Here’s the thing about standing for something though, I am learning: People learn how to act around you when you do it confidently.
Just because your brain *thinks* you should feel guilty about that doesn’t mean it’s accurate. You can tell it that you deserve to take up this space—hold this belief—and it can learn to believe you.
Your life can start to look like people loving you for your opinion, or leaving you to be someone else’s friend with it. To be sure, both things are better than the alternative.
When I look really objectively in hindsight, I realize I’ve steadily become less anxious by accepting myself for who I am and just letting her live. I want myself to keep that in mind this year…

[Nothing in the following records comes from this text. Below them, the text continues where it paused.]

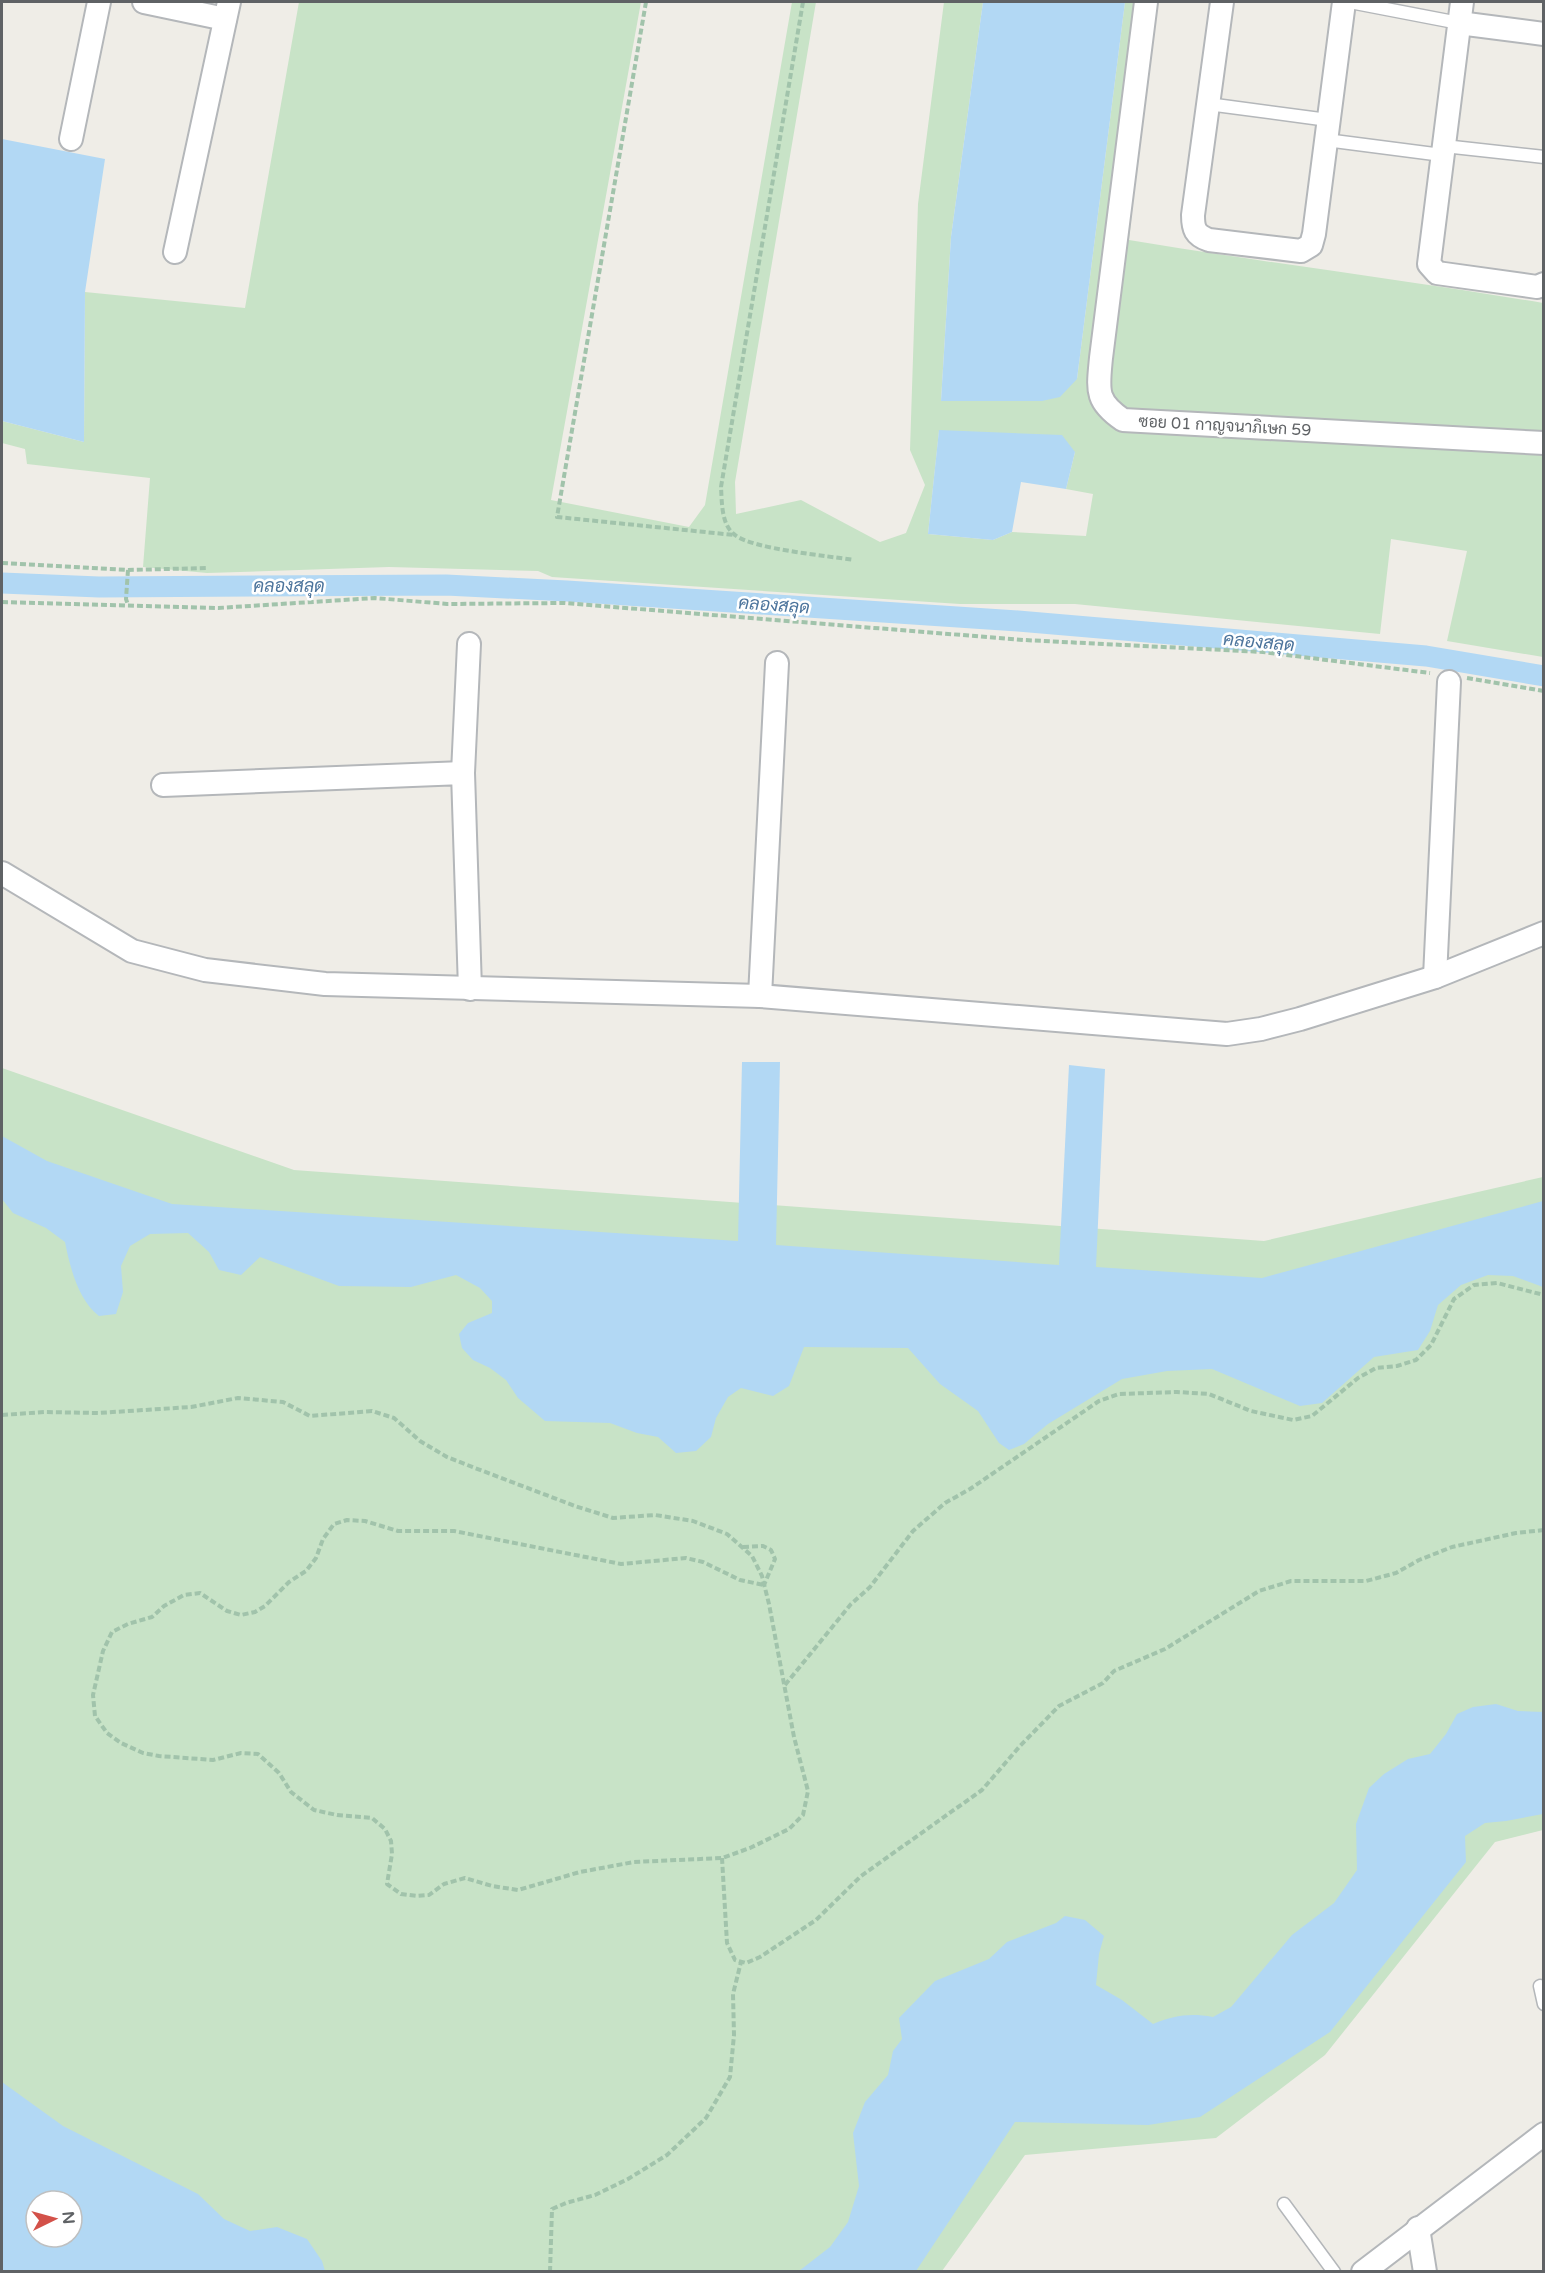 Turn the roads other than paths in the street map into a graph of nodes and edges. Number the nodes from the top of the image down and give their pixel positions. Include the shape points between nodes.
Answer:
1 (99, 2) edge
2 (144, 2) edge
3 (1146, 2) edge
4 (1222, 2) edge
5 (1344, 2) edge
6 (1350, 2) edge
7 (227, 10) edge
8 (1461, 12) edge
9 (1544, 34) edge
10 (1208, 104) junction
11 (1327, 130) junction
12 (71, 139) dead end
13 (1443, 151) junction
14 (1544, 157) edge
15 (175, 252) dead end
16 (1544, 284) edge
17 (1544, 443) edge
18 (469, 644) dead end
19 (777, 663) dead end
20 (1448, 678) road end
21 (463, 773) junction
22 (163, 785) dead end
23 (2, 873) edge
24 (1544, 933) edge
25 (1435, 977) junction
26 (470, 988) junction
27 (760, 996) junction
28 (1540, 1986) dead end
29 (1544, 2004) edge
30 (1544, 2134) edge
31 (1284, 2204) dead end
32 (1418, 2228) junction
33 (1334, 2271) edge
34 (1363, 2271) edge
35 (1425, 2271) edge

1 - 12 street
2 - 7 street
3 - 17 street, ซอย 01 กาญจนาภิเษก 59 via 1099,376 1101,400 1109,411 1123,420
4 - 10 street
5 - 11 street
6 - 8 lane
7 - 15 street
8 - 9 street
8 - 13 street
10 - 11 lane
10 - 11 street via 1193,227 1197,236 1209,240 1301,251 1311,245
11 - 13 lane
13 - 14 lane
13 - 16 street via 1429,264 1437,273 1453,277 1537,287
18 - 21 street
19 - 27 street
20 - 25 street
21 - 22 street
21 - 26 street
23 - 26 street via 132,951 205,970 325,984
24 - 25 street
25 - 27 street via 1300,1019 1227,1034
26 - 27 street
28 - 29 lane
30 - 32 street
31 - 33 lane
32 - 34 street
32 - 35 street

By letting people distance themselves from me instead of accommodating their ranting about stuff that makes me uncomfortable;
By letting them unfriend and unfollow, or by unfriending or unfollowing them myself;
By not forcing myself to consider their crazy at the expense of my own sanity;
I get to stop upsetting myself in order to be liked. I get to do my life, all of it, in alignment.
In peace.
Standing for something is the mountaintop, actually. Get there, people pleasers.